Dyndar et al. recently showed that women with endometrioma exhibit markedly reduced reproductive potential, characterized by lower AMH and higher gonadotropin levels, which is consistent with our findings ( 26 ). Yin et al. (2024) further demonstrated, using three-dimensional transvaginal ultrasound (3D-TVUS), that ovarian volume and AMH are directly correlated in both adenomyosis and endometriosis, supporting the volumetric-functional association confirmed by our MRI-based results ( 27 ). Collectively, these findings substantiate that quantitative volumetric indices such as OEVI, being biologically meaningful and clinically relevant in assessing ovarian reserve.
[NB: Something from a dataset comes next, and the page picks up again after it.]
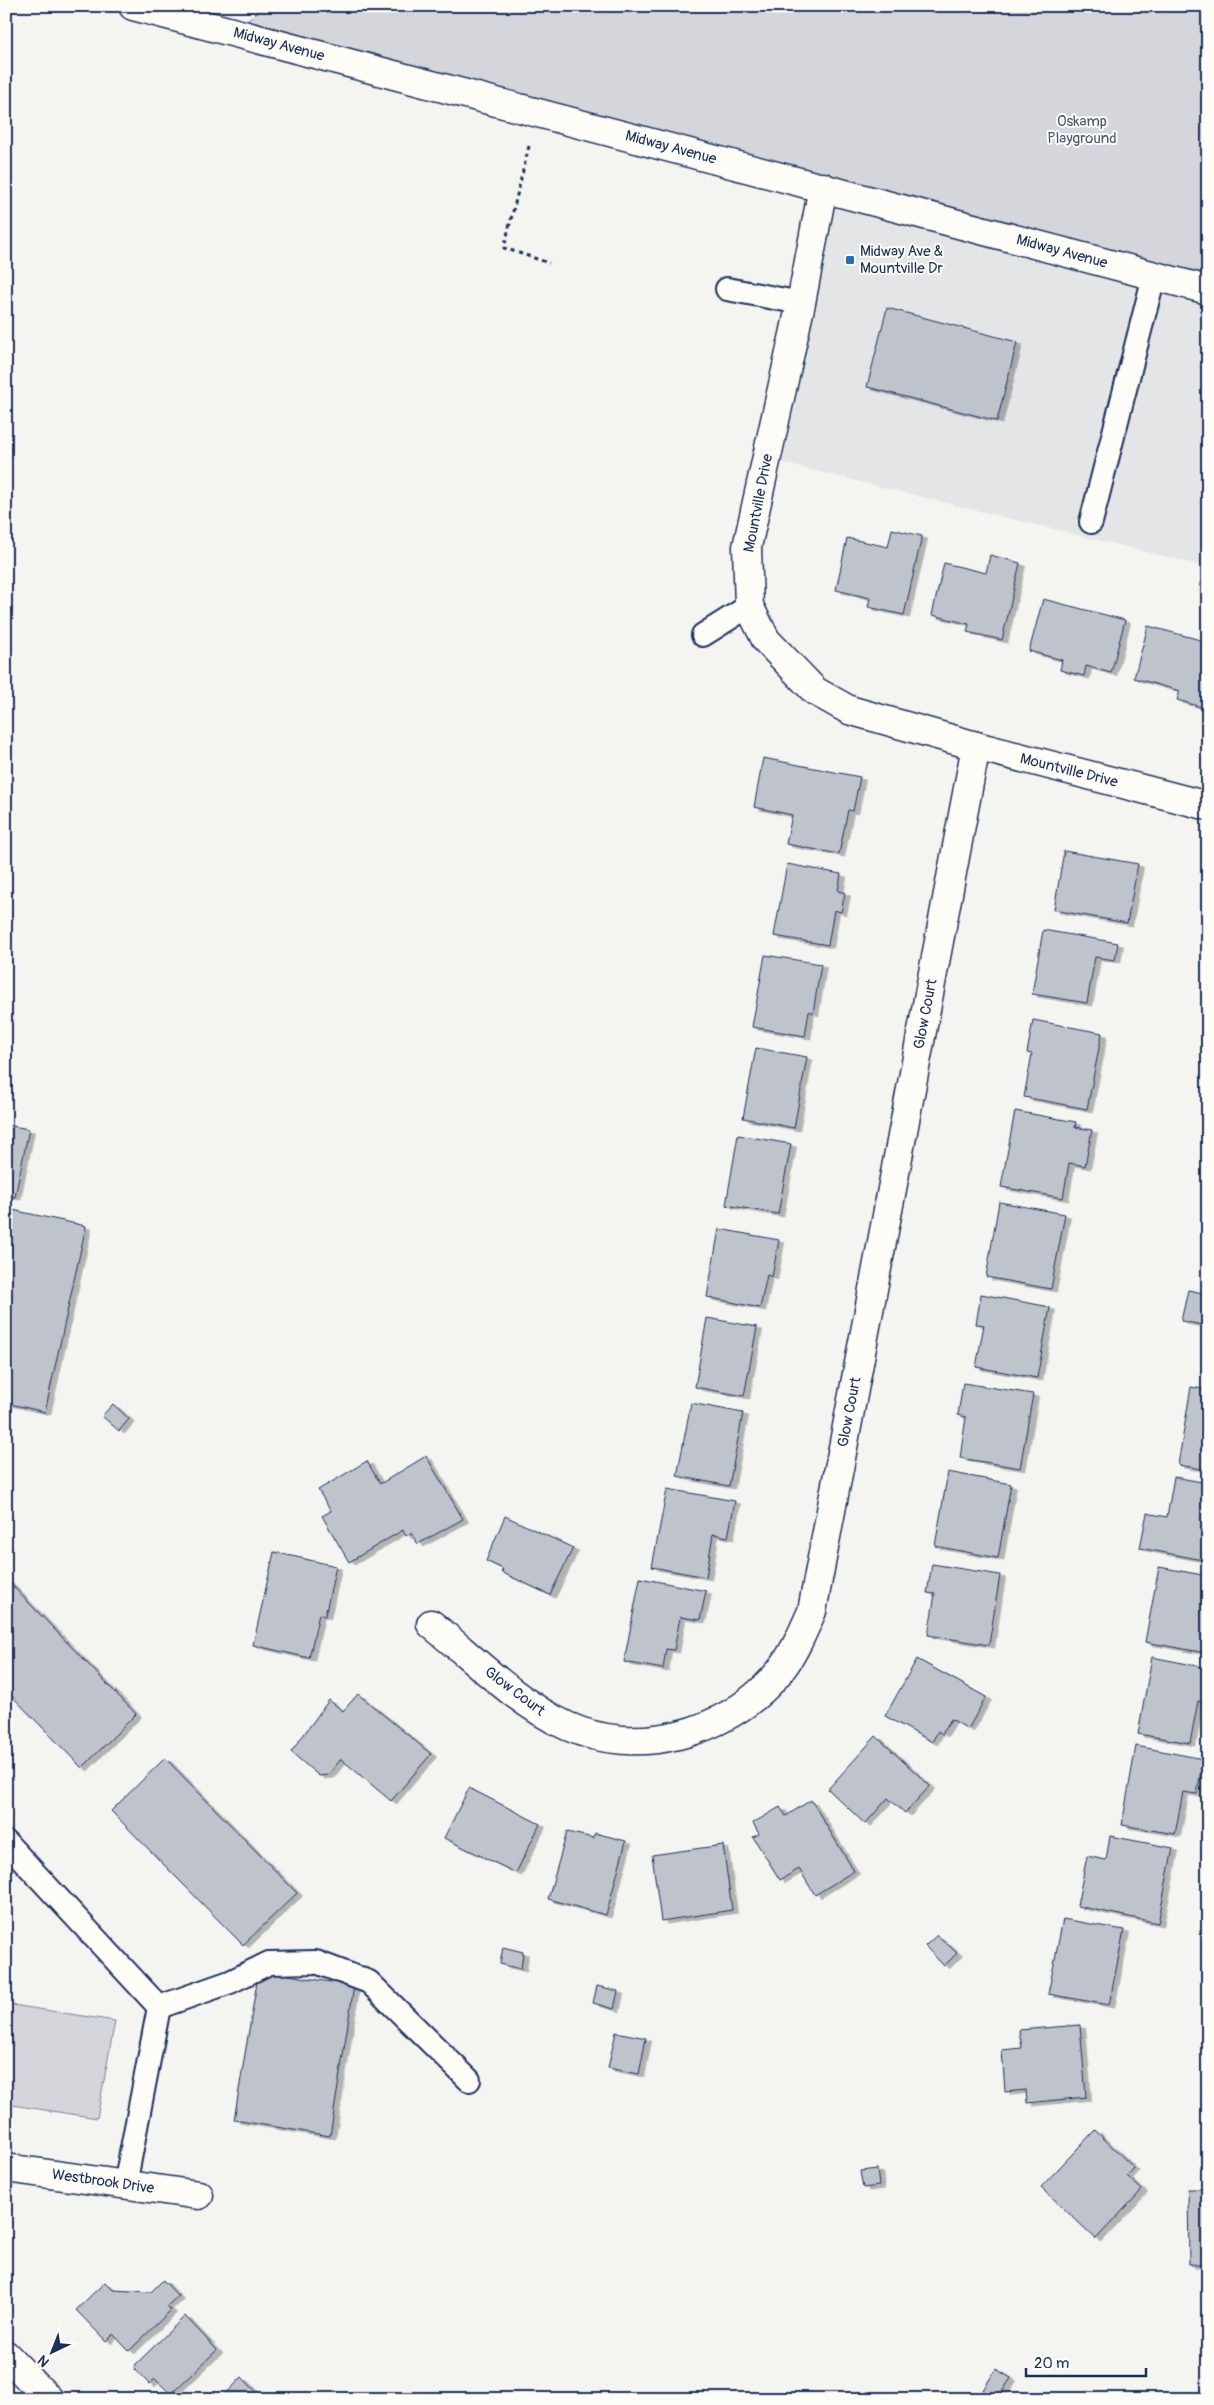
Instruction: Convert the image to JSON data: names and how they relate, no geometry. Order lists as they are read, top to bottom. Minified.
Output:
{"streets":{"street":["Midway Avenue","Mountville Drive","Glow Court","Westbrook Drive"]},"crossings":[["Midway Avenue","Mountville Drive"],["Mountville Drive","Glow Court"]],"parks":["Oskamp Playground"],"places":{"transit":["Midway Ave & Mountville Dr"]},"scale_bar":"20 m","north":"bottom left"}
Although our findings are robust, several limitations should be considered. The first aspect is related to the cross-sectional design precludes longitudinal evaluation of temporal changes in OEVI and AMH during disease progression or after treatment. Second, the absence of a healthy control group limits our ability to define a cut-off value for impaired ovarian reserve. Third, potential confounding factors such as age, disease bilaterality, and coexisting adenomyosis were not separately analyzed. Consequently, future studies should incorporate larger cohorts, age stratification, and combined imaging biomarkers such as MRI R2 mapping t refine diagnostic precision and establish prognostic thresholds for OEVI.
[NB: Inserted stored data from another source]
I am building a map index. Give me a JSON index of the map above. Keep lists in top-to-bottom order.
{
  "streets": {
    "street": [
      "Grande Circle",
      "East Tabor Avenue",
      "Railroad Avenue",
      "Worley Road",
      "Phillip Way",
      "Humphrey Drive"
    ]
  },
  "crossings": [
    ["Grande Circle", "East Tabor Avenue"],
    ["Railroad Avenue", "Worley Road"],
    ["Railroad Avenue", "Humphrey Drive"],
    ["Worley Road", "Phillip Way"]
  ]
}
In conclusion, the OEVI represents a promising, non-invasive MRI-based biomarker for evaluating ovarian reserve in women with endometrioma. Its positive association with AMH and negative correlation with gonadotropins align with established endocrine and morphologic evidence of diminished ovarian function. OEVI may thus serve as a valuable adjunct in clinical decision-making, which can facilitate individualized management strategies, fertility counseling as well as the monitoring of endometrioma-related ovaria damage.
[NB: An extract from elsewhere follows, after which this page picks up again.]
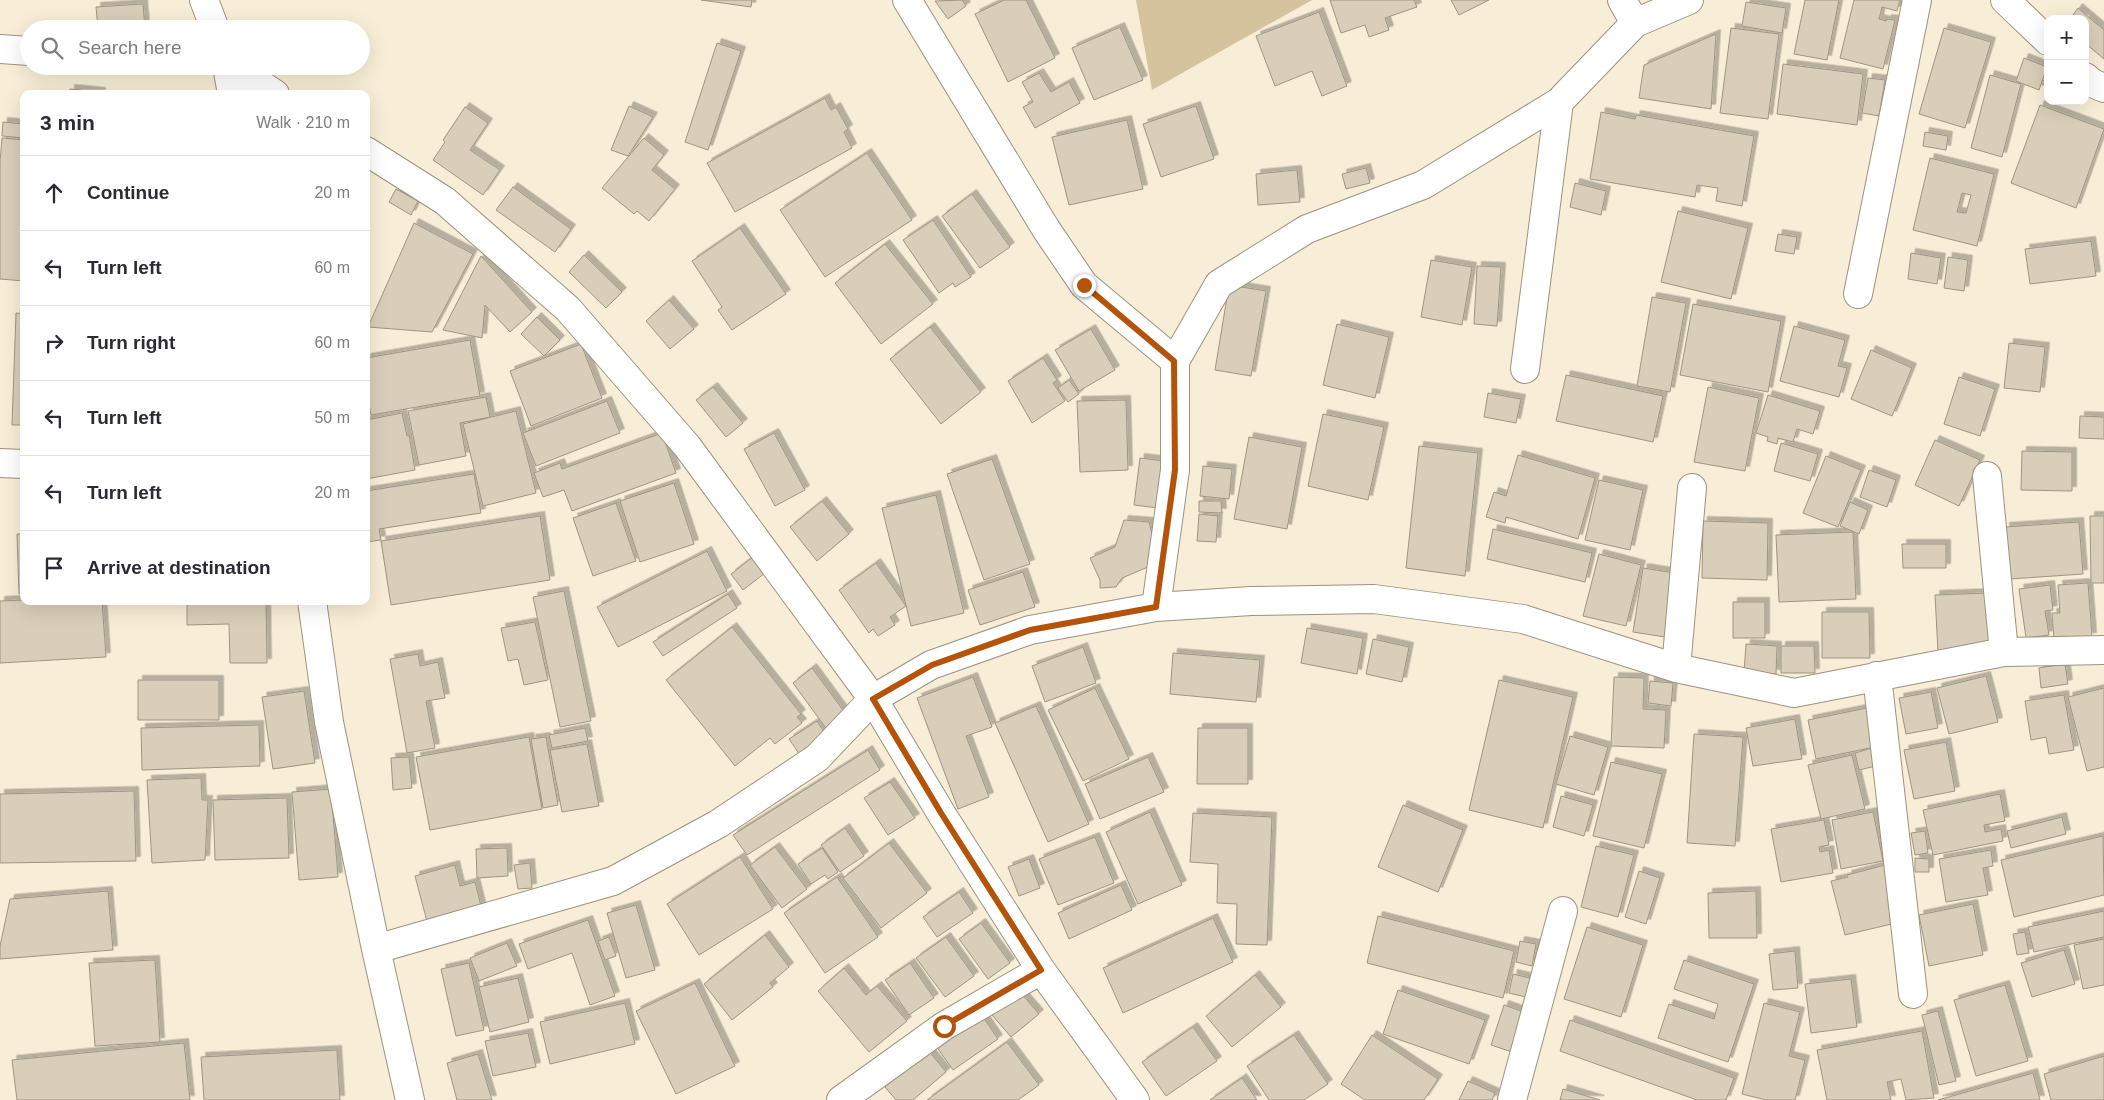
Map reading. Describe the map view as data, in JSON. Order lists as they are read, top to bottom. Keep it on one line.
{"page":{"map_buttons":["+","−"],"search":"Search here","heading":["3 min","Walk · 210 m"],"list":[["Continue","20 m"],["Turn left","60 m"],["Turn right","60 m"],["Turn left","50 m"],["Turn left","20 m"],"Arrive at destination"]}}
This study has several limitations. First of all, the cross-sectional design precludes assessment of longitudinal changes in OEVI and AMH following disease progression or treatment. Moreover, the absence of a healthy control group limits comparative interpretation and the establishment of diagnostic thresholds. Additionally, potential confounders such as age, bilaterality, and coexisting adenomyosis were not separately analyzed. Additionally, multivariable regression analysis was conducted in a reduced complete-case subset ( n = 18), which may have limited statistical power and increased the risk of model overfitting. Therefore, future prospective studies with larger cohorts and multimodal imaging approaches are warranted to validate these findings.
Conclusions
The Ovary-to-Endometrioma Volume Index (OEVI) is a novel, MRI-based, non-invasive biomarker that reflects ovarian reserve in women with endometrioma. Its positive correlation with AMH and negative associations with gonadotropins indicate that it effectively represents the functional capacity of the ovary. By providing an anatomical complement to biochemical markers, OEVI may assist in preoperative evaluation, fertility counseling, and individualized management. Further prospective studies integrating OEVI with advanced MRI techniques are required to validate its clinical and prognostic utility.